▸ **Your instructions**: The entries that follow must be given again exactly, with no pictures kept.

▸ **Items from a data source**:
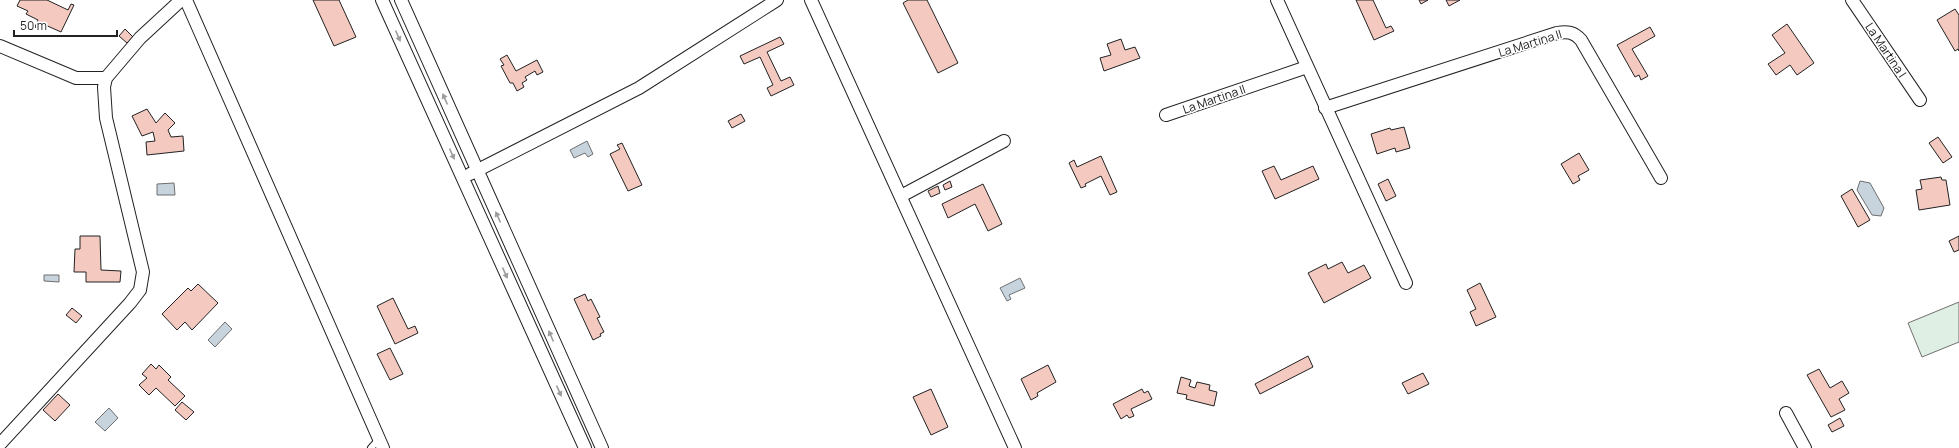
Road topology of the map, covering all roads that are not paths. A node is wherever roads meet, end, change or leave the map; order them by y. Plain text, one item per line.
1 (181, 0) edge
2 (186, 0) edge
3 (382, 0) edge
4 (401, 0) edge
5 (776, 0) edge
6 (811, 0) edge
7 (1277, 0) edge
8 (1852, 0) edge
9 (0, 46) edge
10 (1307, 67) junction
11 (106, 78) junction
12 (1920, 100) dead end
13 (1325, 108) junction
14 (1166, 115) dead end
15 (1004, 142) dead end
16 (477, 171) junction
17 (463, 178) junction
18 (1661, 178) dead end
19 (901, 196) junction
20 (1406, 283) dead end
21 (1786, 413) dead end
22 (381, 443) edge
23 (0, 444) edge
24 (371, 448) edge
25 (585, 448) edge
26 (602, 448) edge
27 (1015, 448) edge
28 (1805, 448) edge

1 - 11 street
2 - 22 street
3 -> 17 street
16 -> 4 street
5 - 16 street
6 - 19 street
7 - 10 street
8 - 12 street, La Martina I
9 - 11 street
10 - 13 street
10 - 14 street, La Martina II
11 - 23 street
13 - 18 street, La Martina II
13 - 20 street
15 - 19 street
16 - 17 street
26 -> 16 street
17 -> 25 street
19 - 27 street
21 - 28 street
22 - 24 lane

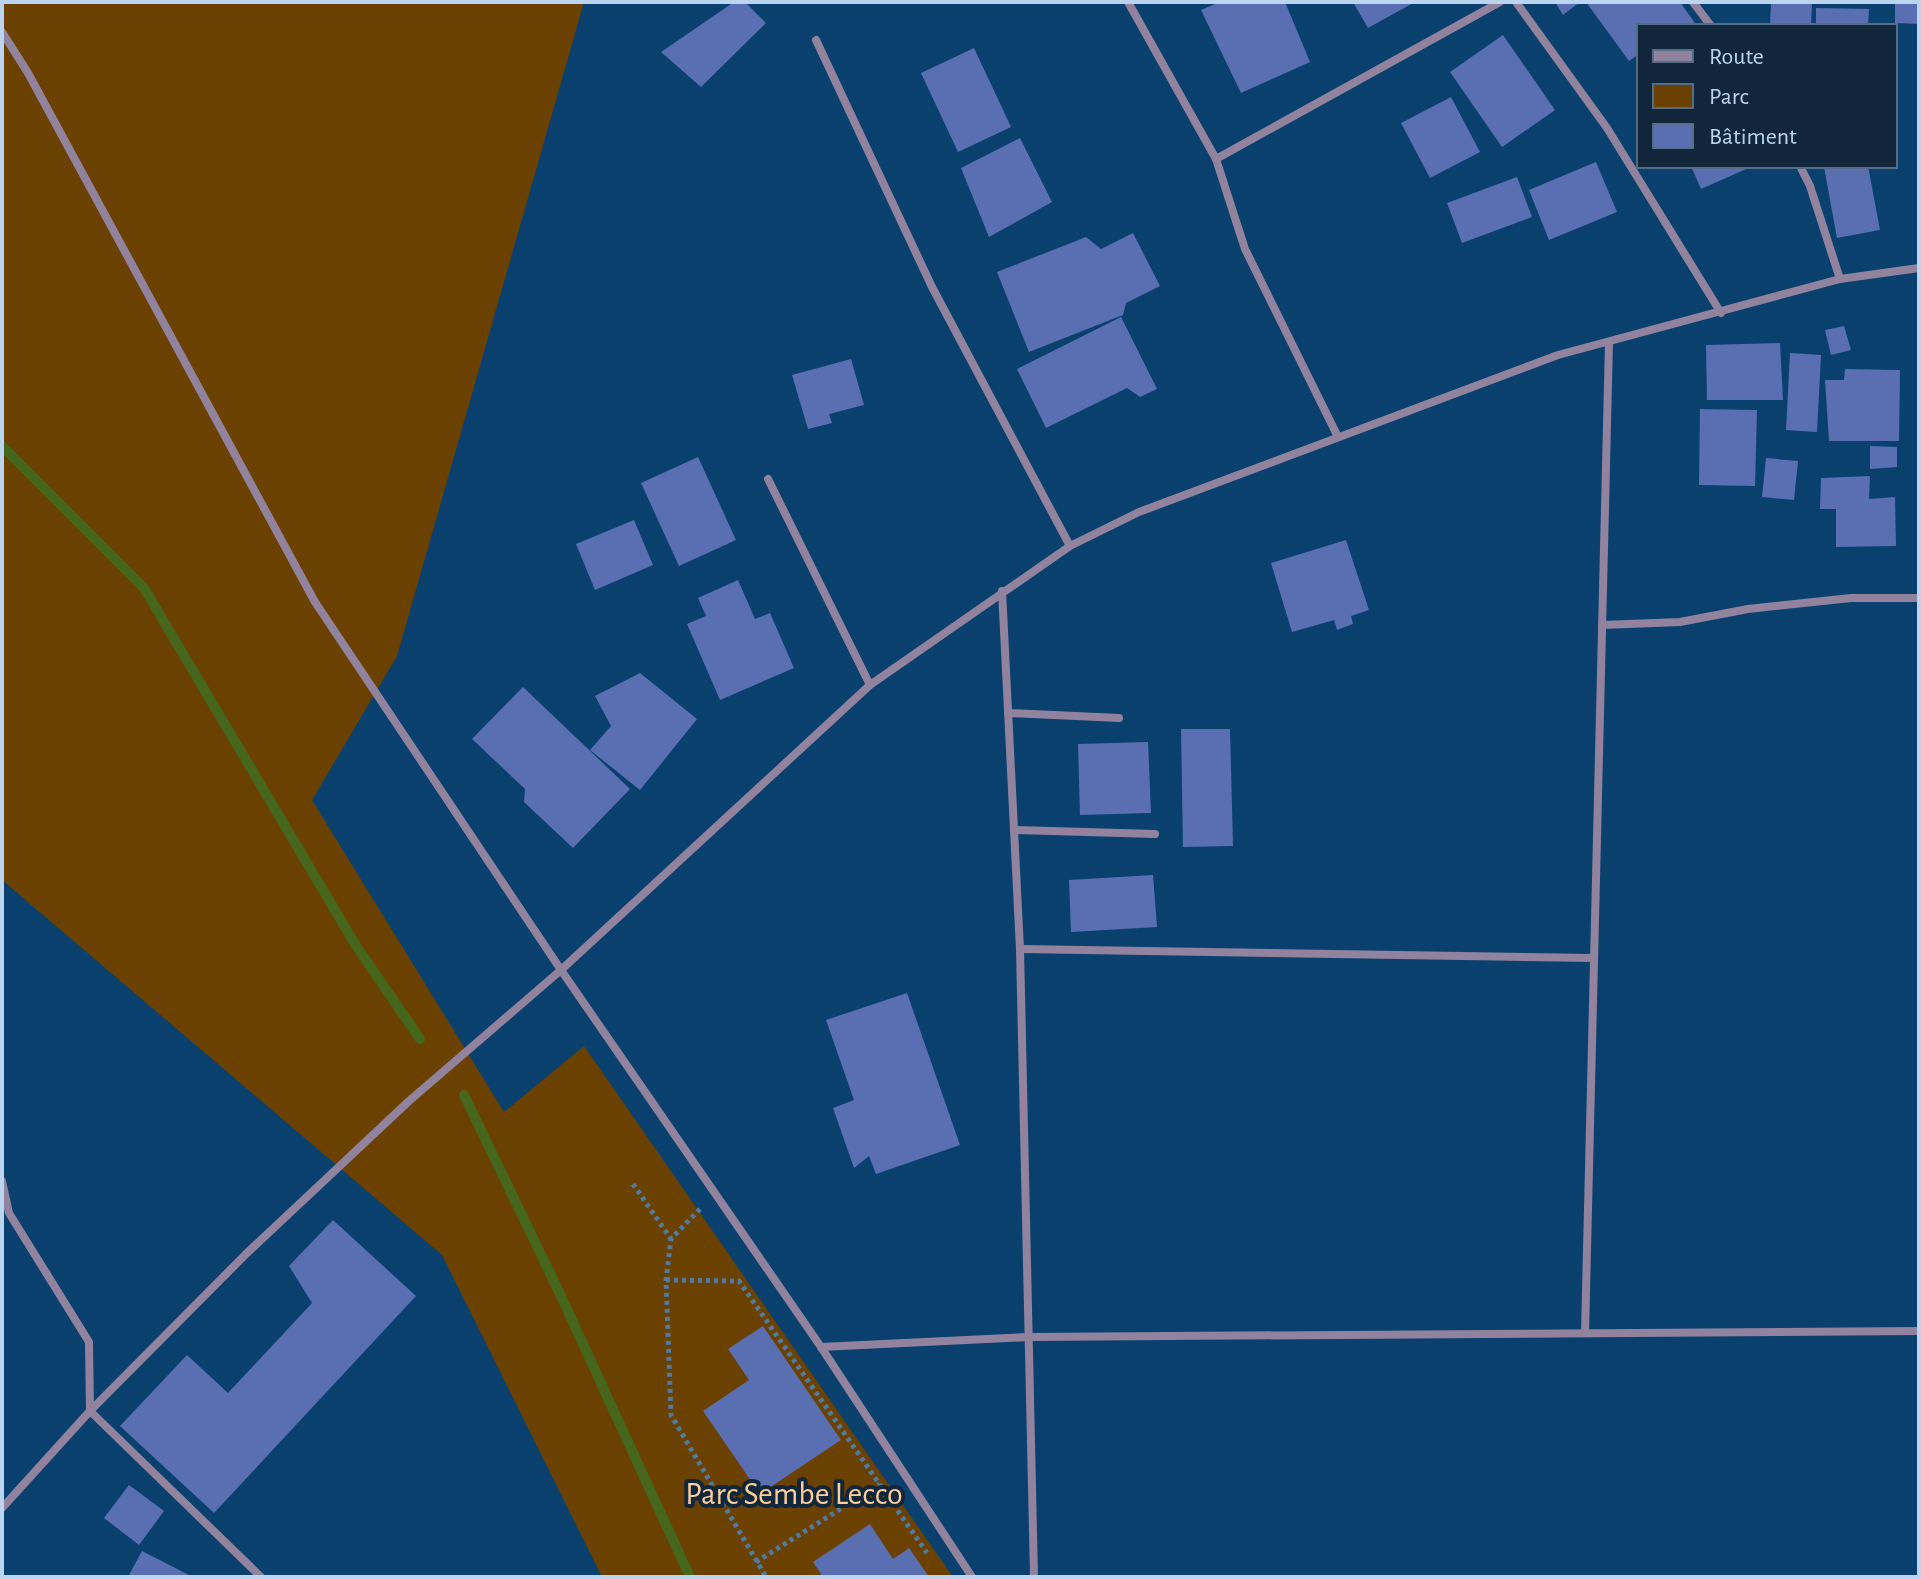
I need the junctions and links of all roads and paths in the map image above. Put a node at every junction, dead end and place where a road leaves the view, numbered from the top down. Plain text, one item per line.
1 (1128, 2) edge
2 (1500, 2) edge
3 (1516, 2) edge
4 (1693, 2) edge
5 (1710, 24) edge
6 (2, 32) edge
7 (816, 40) dead end
8 (1216, 159) junction
9 (1801, 168) edge
10 (1919, 268) edge
11 (1840, 279) junction
12 (1721, 313) junction
13 (1609, 342) junction
14 (1338, 437) junction
15 (768, 479) dead end
16 (1070, 546) junction
17 (1002, 591) junction
18 (1919, 598) edge
19 (1602, 625) junction
20 (870, 685) junction
21 (1008, 713) junction
22 (1119, 718) dead end
23 (1014, 830) junction
24 (1155, 834) dead end
25 (1020, 949) junction
26 (1594, 958) junction
27 (561, 970) junction
28 (2, 1181) edge
29 (633, 1184) dead end
30 (717, 1197) junction
31 (671, 1239) junction
32 (666, 1280) junction
33 (1919, 1331) edge
34 (1585, 1333) junction
35 (1029, 1337) junction
36 (821, 1347) junction
37 (90, 1411) junction
38 (880, 1484) junction
39 (2, 1508) edge
40 (928, 1554) dead end
41 (756, 1562) junction
42 (261, 1577) edge
43 (766, 1577) edge
44 (972, 1577) edge
45 (1034, 1577) edge

1 - 8 street
2 - 8 street
3 - 12 street
4 - 5 street
6 - 27 street
7 - 16 street
8 - 14 street
9 - 11 street
10 - 11 street
11 - 12 street
12 - 13 street
13 - 14 street
13 - 19 street
14 - 16 street
15 - 20 street
16 - 17 street
17 - 20 street
17 - 21 street
18 - 19 street
19 - 26 street
20 - 27 street
21 - 22 street
21 - 23 street
23 - 24 street
23 - 25 street
25 - 26 street
25 - 35 street
26 - 34 street
27 - 30 street
27 - 37 street
28 - 37 street
29 - 31 path
30 - 31 path
30 - 36 street
31 - 32 path
32 - 38 path
32 - 41 path
33 - 34 street
34 - 35 street
35 - 36 street
35 - 45 street
36 - 44 street
37 - 39 street
37 - 42 street
38 - 40 path
38 - 41 path
41 - 43 path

▸ **Task answer**:
Road topology of the map, covering all roads that are not paths. A node is wherever roads meet, end, change or leave the map; order them by y. Plain text, one item per line.
1 (181, 0) edge
2 (186, 0) edge
3 (382, 0) edge
4 (401, 0) edge
5 (776, 0) edge
6 (811, 0) edge
7 (1277, 0) edge
8 (1852, 0) edge
9 (0, 46) edge
10 (1307, 67) junction
11 (106, 78) junction
12 (1920, 100) dead end
13 (1325, 108) junction
14 (1166, 115) dead end
15 (1004, 142) dead end
16 (477, 171) junction
17 (463, 178) junction
18 (1661, 178) dead end
19 (901, 196) junction
20 (1406, 283) dead end
21 (1786, 413) dead end
22 (381, 443) edge
23 (0, 444) edge
24 (371, 448) edge
25 (585, 448) edge
26 (602, 448) edge
27 (1015, 448) edge
28 (1805, 448) edge

1 - 11 street
2 - 22 street
3 -> 17 street
16 -> 4 street
5 - 16 street
6 - 19 street
7 - 10 street
8 - 12 street, La Martina I
9 - 11 street
10 - 13 street
10 - 14 street, La Martina II
11 - 23 street
13 - 18 street, La Martina II
13 - 20 street
15 - 19 street
16 - 17 street
26 -> 16 street
17 -> 25 street
19 - 27 street
21 - 28 street
22 - 24 lane

I need the junctions and links of all roads and paths in the map image above. Put a node at every junction, dead end and place where a road leaves the view, numbered from the top down. Plain text, one item per line.
1 (1128, 2) edge
2 (1500, 2) edge
3 (1516, 2) edge
4 (1693, 2) edge
5 (1710, 24) edge
6 (2, 32) edge
7 (816, 40) dead end
8 (1216, 159) junction
9 (1801, 168) edge
10 (1919, 268) edge
11 (1840, 279) junction
12 (1721, 313) junction
13 (1609, 342) junction
14 (1338, 437) junction
15 (768, 479) dead end
16 (1070, 546) junction
17 (1002, 591) junction
18 (1919, 598) edge
19 (1602, 625) junction
20 (870, 685) junction
21 (1008, 713) junction
22 (1119, 718) dead end
23 (1014, 830) junction
24 (1155, 834) dead end
25 (1020, 949) junction
26 (1594, 958) junction
27 (561, 970) junction
28 (2, 1181) edge
29 (633, 1184) dead end
30 (717, 1197) junction
31 (671, 1239) junction
32 (666, 1280) junction
33 (1919, 1331) edge
34 (1585, 1333) junction
35 (1029, 1337) junction
36 (821, 1347) junction
37 (90, 1411) junction
38 (880, 1484) junction
39 (2, 1508) edge
40 (928, 1554) dead end
41 (756, 1562) junction
42 (261, 1577) edge
43 (766, 1577) edge
44 (972, 1577) edge
45 (1034, 1577) edge

1 - 8 street
2 - 8 street
3 - 12 street
4 - 5 street
6 - 27 street
7 - 16 street
8 - 14 street
9 - 11 street
10 - 11 street
11 - 12 street
12 - 13 street
13 - 14 street
13 - 19 street
14 - 16 street
15 - 20 street
16 - 17 street
17 - 20 street
17 - 21 street
18 - 19 street
19 - 26 street
20 - 27 street
21 - 22 street
21 - 23 street
23 - 24 street
23 - 25 street
25 - 26 street
25 - 35 street
26 - 34 street
27 - 30 street
27 - 37 street
28 - 37 street
29 - 31 path
30 - 31 path
30 - 36 street
31 - 32 path
32 - 38 path
32 - 41 path
33 - 34 street
34 - 35 street
35 - 36 street
35 - 45 street
36 - 44 street
37 - 39 street
37 - 42 street
38 - 40 path
38 - 41 path
41 - 43 path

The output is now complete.